As we drove up the mountainside, the landscape had been created and carved from volcanic eruption from a few hundred years ago. It was a wide swath of nothing except lava rocks, fields growing greener than anything we'd seen yet in the tropical climate, and trees with delicate white blooms of Nicaragua's national flower swaying in the fragrant breeze.



This landscape was doubly stunning being illuminated by the fast sinking sun and the thunderstorms brewing in the distance. Being so far from familiar comforts, being with a group of people I had begun to love like my own family, and being completely overwhelmed by God constantly & generously offering His presence to me in the most mundane things throughout the week had begun to culminate in my heart. Driving up that mountainside to the rim of the volcano is one of those moments I'll not soon forget.

Arriving at the rim, the view we garnered was something that literally took my breath away - and I'm not talking about the assaulting odorous sulfur in the air. The view of the rim was unlike anything I've ever seen. The pictures I took cannot capture the coloration, the striation, the unique landscape that was created by this monster of nature. But I can tell you that it was stunning.


*You can see the smoke rising from the gaping mouth of the Volcano below*

Amid the silliness of the team, I took a moment to step away from them to take in this beauty. It reminded me of a line from one of my favorite Weepies songs "All this beauty, I might have to close my eyes and slowly open and watch the sunrise...." In a sense, this is what God was doing on this trip. In the few weeks before I left for Nicaragua, I felt a bit like my heart's eyes had closed in a strange death of sorts. Nicaragua was a slow opening of those eyes again to life, beauty and hope. This moment at the rim of Masaya was part of that. It was grey, overcast, the ground was black fine sand created from the Volcanic ash and rock. There was a gaping hole spewing sulfur, smoke and who knows what else into the air around us. I was standing on top of a monster of destruction, Something that has wreaked havoc on the land and people around it. And standing in that place, breathing the sulphate in the air, I could not stop myself from seeing that this place, this destructive power was beautiful. Not just 'beautiful in the grey' but really, genuinely breathtaking as you take in the grand scope of it. It was stunning to my heart in every sense of the word.


*the mouth of the volcano*

While I stood in the beauty and took it all in, I had to stop for a moment and think about the destruction and the things that I had allowed to destroy me from the inside out over the previous six months. And taking all of that in too, the ugly the destructive nature of fear and insecurity, I found that here, at the rim of an active volcano, I found a redemptive beauty. That this destruction was beautiful. It gave new meaning to "beauty from ashes" to me. But truly, looking into the gaping mouth of the volcano - the seemingly bottomless pit that is the source of every spit of destructive power, I couldn't help but see Redemption spelled out for me. I still haven't been able to fully put legs on it.

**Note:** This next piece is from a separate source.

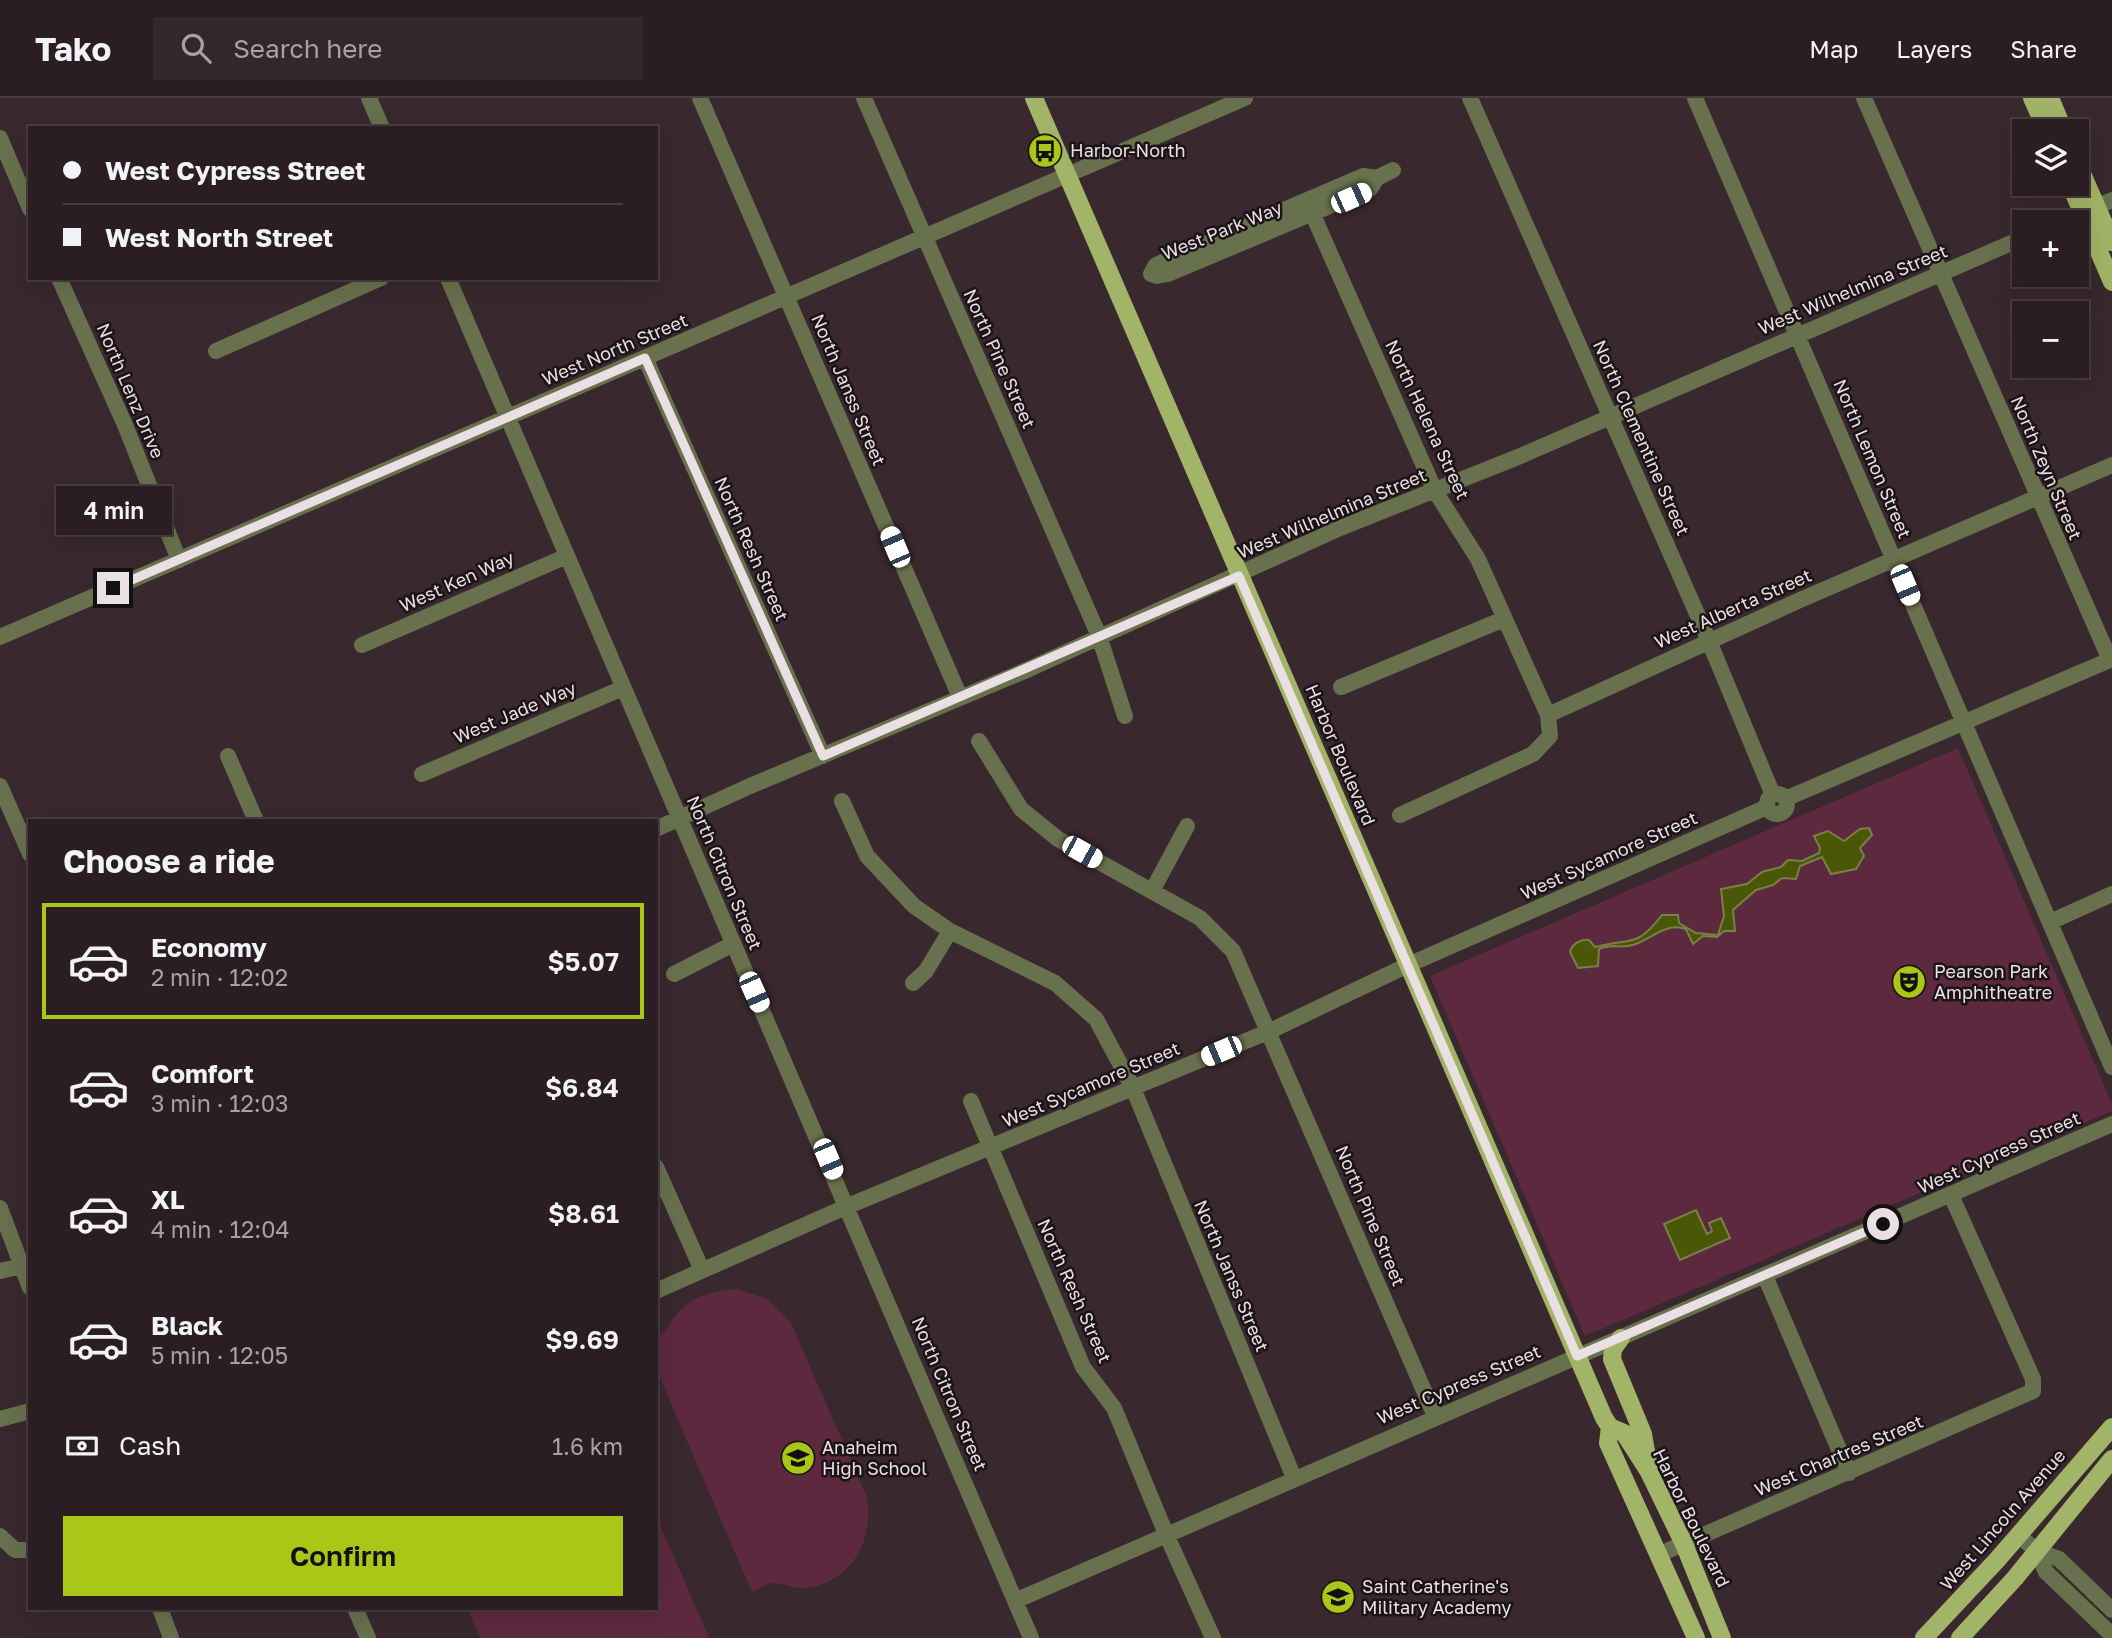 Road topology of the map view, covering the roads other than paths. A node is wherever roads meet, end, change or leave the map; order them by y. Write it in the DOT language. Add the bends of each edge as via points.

We climbed to the top of the viewing vantage point to see the whole scene. It was great. But the best moment was the picture I caught from the perspective after climbing to the top and back down to where we started the journey. And I realized this, I know God makes beautiful things out of dust. And when the dust settled in my life I saw an image not unlike this moment I caught looking back at the journey to the top of the hill and back to the starting over point. Redemption was there and overlooking the whole mountain of destruction. And ultimately, when things get ugly in life and dark and grimy...there's only one place to go to find that redemption.